The reason is that we do not need bigger, better, more of everything at the expense of the natural world. Our library is fine just the way that it is. It doesn’t need expansion and more glory. It serves perfectly well in its current form.

Ditto for our town’s high school before being revamped. We do not need a Taj Mahal fused with a five star luxury hotel to serve in the best way students’ educational needs. Besides, why should taxpayers have to pay for it, especially the ones living on very limited budgets?

The scoop is that it cost $73 million USD to construct. Obscene!

Isn’t quality education just about that – quality education and not about pumping the wealth-factor into it? How is learning greatly dependent on physical adornments and largess rather than the capability of highly qualified teachers and exceptional educational materials?

So in my view if we are all to pay for some town’s and other peoples’ desire for excess, then we should be made to help out people, who have way, way less. Especially if you live in the USA that has five percent of the world’s population, but uses fifteen percent of energy supplies and creates something like twenty percent of the various sorts of pollution, then there needs some adjustment. In short, we need to get “out there” and make reparations to others, who got harmed by unequal opportunities through no faults of their own.

Put another way, people should be obligated to help others if privileged themselves due to their having been born into opportunities that give them a mile-high leg’s up in the overall scheme of things. After all, why not? It’s no skin off of their backs if they do.

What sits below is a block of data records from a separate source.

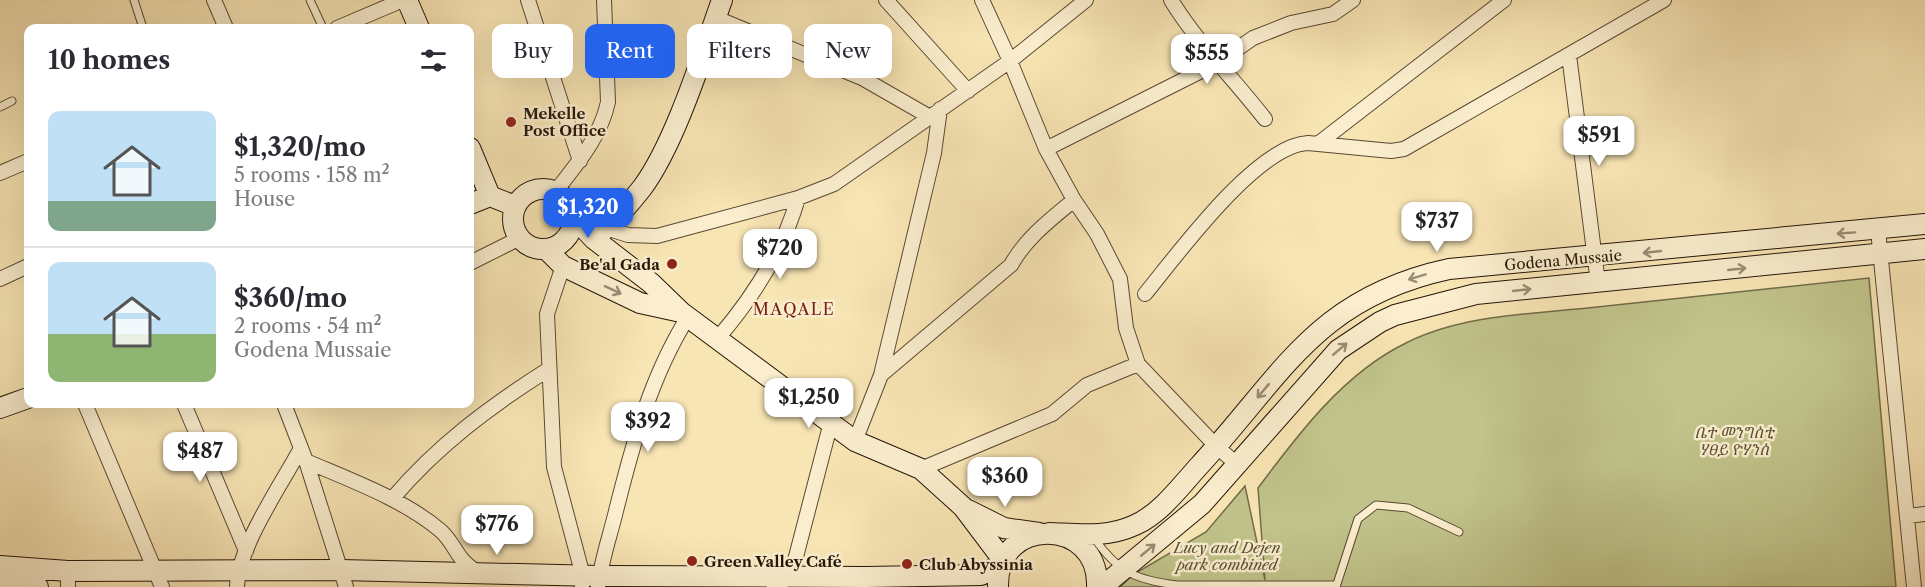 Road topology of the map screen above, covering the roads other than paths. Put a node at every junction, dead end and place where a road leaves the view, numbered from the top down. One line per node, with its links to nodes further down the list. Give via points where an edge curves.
1 (134, 0): 15 (lane)
2 (213, 0): 16 (street)
3 (310, 0): 17 (lane)
4 (405, 0): 18 (street); 19 (street)
5 (528, 0): 31 (street)
6 (604, 0): 31 (street, via 608,102 601,125)
7 (886, 0): 23 (street)
8 (981, 0): 21 (street)
9 (1086, 0): 21 (street)
10 (1172, 0): 22 (street)
11 (1353, 0): 22 (street, via 1333,14 1291,23 1253,38)
12 (1504, 0): 28 (street)
13 (1664, 0): 20 (street)
14 (719, 9): 26 (street); 43 (street, via 667,142 643,187)
15 (142, 24)
16 (224, 24)
17 (321, 24)
18 (347, 24)
19 (417, 24)
20 (1569, 56): 28 (street, via 1404,149 1384,151); 48 (street)
21 (1010, 61): 23 (street); 29 (street)
22 (1217, 63): 27 (street); 29 (street)
23 (968, 91): 26 (street)
24 (12, 101): 25 (lane)
25 (0, 107)
26 (935, 113): 36 (street, via 834,184); 59 (street, via 934,153)
27 (1265, 119)
28 (1319, 143): 54 (street, via 1295,144 1281,150 1231,191)
29 (1046, 149): 37 (street)
30 (474, 158): 35 (street)
31 (580, 161): 34 (street)
32 (24, 163): 33 (street)
33 (0, 173)
34 (555, 192): 39 (street, via 536,190); 40 (street, via 567,200)
35 (490, 196): 38 (street); 39 (street)
36 (798, 198): 43 (street, via 657,236); 56 (street, via 761,284)
37 (1074, 200): 57 (street, via 1097,234 1119,279 1126,328); 59 (street, via 1037,231 1011,265)
38 (474, 202)
39 (514, 206): 44 (street, via 515,229)
40 (574, 218): 43 (street); 45 (street, via 565,241)
41 (1925, 224): 42 (street, Godena Mussaie)
42 (1878, 230): 47 (street); 48 (street, Godena Mussaie, one-way to 48)
43 (600, 234): 55 (street)
44 (520, 238): 45 (street, via 528,245); 49 (street)
45 (546, 249): 50 (street)
46 (1925, 249): 47 (street, Godena Mussaie)
47 (1881, 254): 53 (street, Godena Mussaie, one-way to 47); 74 (street)
48 (1594, 257): 53 (street); 67 (street, Godena Mussaie, one-way to 67, via 1449,270 1373,294 1338,315 1305,343)
49 (474, 261)
50 (563, 266): 55 (street, one-way to 55, via 640,303); 58 (street, via 547,314)
51 (24, 268): 52 (street)
52 (0, 279)
53 (1598, 283): 69 (street, Godena Mussaie, one-way to 53, via 1327,361 1350,340 1380,322 1476,294)
54 (1145, 294)
55 (684, 314): 56 (street); 88 (street, via 651,389)
56 (718, 338): 65 (street)
57 (1138, 364): 67 (street); 70 (street, via 1087,385 1052,414)
58 (549, 369): 71 (street, via 460,430 425,461); 88 (street, via 554,467)
59 (881, 375): 66 (street)
60 (24, 399): 61 (street)
61 (0, 408)
62 (87, 408): 84 (street)
63 (186, 408): 78 (street)
64 (285, 408): 68 (street)
65 (831, 422): 66 (street); 83 (street)
66 (855, 441): 70 (street)
67 (1217, 447): 69 (street); 77 (street, Godena Mussaie, via 1151,516 1123,530)
68 (303, 455): 71 (street); 78 (street); 85 (street)
69 (1238, 465): 81 (street, Godena Mussaie, one-way to 69, via 1202,504)
70 (921, 469): 72 (street)
71 (392, 499): 82 (street, via 441,531 462,563)
72 (963, 507): 76 (street, via 1004,528); 79 (street)
73 (1925, 514): 74 (street)
74 (1908, 516): 97 (street)
75 (1460, 532): 91 (lane, via 1408,508 1376,505 1358,519)
76 (1044, 533): 77 (street, Godena Mussaie); 79 (street, via 1020,541); 95 (street, via 1070,538 1086,551 1096,570)
77 (1091, 535): 81 (lane, via 1108,558)
78 (246, 551): 87 (street)
79 (1002, 562): 89 (street, via 981,575); 94 (street)
80 (0, 566): 86 (street)
81 (1124, 570): 91 (lane, via 1154,582 1177,585); 96 (street, Godena Mussaie)
82 (480, 574): 85 (street); 88 (street)
83 (791, 576): 88 (street); 89 (street); 93 (street)
84 (158, 578): 86 (street); 87 (street)
85 (343, 578): 87 (street)
86 (68, 579)
87 (238, 579)
88 (591, 581)
89 (866, 582)
90 (0, 585): 92 (street)
91 (1335, 586)
92 (38, 587)
93 (774, 587)
94 (998, 587)
95 (1097, 587)
96 (1102, 587)
97 (1914, 587)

As a prelude to this following writing by a relative of mine, which she wrote in her undergraduate years, I’ll add the following:

She had to use rubberbands with socks around her hands and feet hitched up over her other clothing — shirt and pants — every night before sleeping so as to keep hungry vermin away from her body. She slept in a bed on the floor composed of straw, old grass as it was, covered in a sheet. To honor her service to the community in which she helped to build one small school, a chicken was killed.

Its death was a communal loss since it would no longer be available to lay eggs and every part of it was eaten during the meal celebrating my relative – the feet, the eyes, the brain and so on except for the feathers and pinions carefully plucked and scrubbed off by hand since meat eating was a luxury for these people engaged in school building.

Now as you read the description below, I want you to compare it to this obvious sign of wealth and possible greed that my town exemplifies. The contrast between my own town’s rapacious ways to gobble up the natural world and the severe need in other parts of the world should, then, become quite obvious.


Years ago, my relative wrote:
This past winter, I participated in a Service-Learning Project traveling to Nicaragua.  This event was by far one of the best experiences of my life and it was, in many ways, a life changing one, too!  Indeed, it has profoundly altered the way that I view the world, other cultures and our common humanity despite that the Nicaraguans and Americans live many miles apart.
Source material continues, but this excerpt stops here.